Argentina currently has the worst wealth distribution of the last thirty years with a growing gap between the richest and poorest brackets according to a report published last weekend by Buenos Aires daily Clarin.
The report done the consulting company Equis and based on official data indicates that 10% of the richest population keeps 38,6% of the country's income, 31 times more than the poorest 10% of Argentines.
In the last thirty years those groups with the lowest, middle and upper middle income have lost consistently to the richest groups and the social gap is even more noticeable in the main urban areas of Argentina.
Between 1974 and 2001, the 10% richest have increased their portion of Argentina's income 35%, while the poorest lost 37%, the middle group 24% and the higher middle 12,8%, points out the report.
"The bulk of the population and particularly the middle class transferred to the higher bracket and the apex the equivalent of 15 billion US dollars annually", said Artemio López, Equis Consultant CEO.
In Buenos Aires city and its metropolitan areas where almost a third of the Argentine population lives, the rich currently earn fifty times more than the poor when back in 1974 the ratio was 12 to 1.

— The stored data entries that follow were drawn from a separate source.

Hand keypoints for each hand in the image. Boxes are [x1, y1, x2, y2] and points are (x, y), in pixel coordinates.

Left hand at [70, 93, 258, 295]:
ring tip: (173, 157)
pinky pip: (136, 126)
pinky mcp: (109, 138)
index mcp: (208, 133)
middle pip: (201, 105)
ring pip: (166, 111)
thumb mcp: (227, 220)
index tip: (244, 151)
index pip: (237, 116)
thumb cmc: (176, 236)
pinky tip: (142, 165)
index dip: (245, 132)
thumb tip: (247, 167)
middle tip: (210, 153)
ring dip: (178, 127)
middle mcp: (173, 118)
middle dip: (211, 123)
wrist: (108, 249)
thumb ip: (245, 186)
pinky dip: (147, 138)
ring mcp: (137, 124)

The inequality has not slowed or cooled in spite of the Argentine economy's accumulated growth of 8,7% in 2003 and an estimated 11,2% so far this year. Income concentration persists "in spite of efforts to change the current economic model" which was started in January 2002 when the strong devaluation of the peso which put an end to almost eleven years of a fixed exchange rate of one Argentine peso equivalent to one US dollar, underlined Mr. López.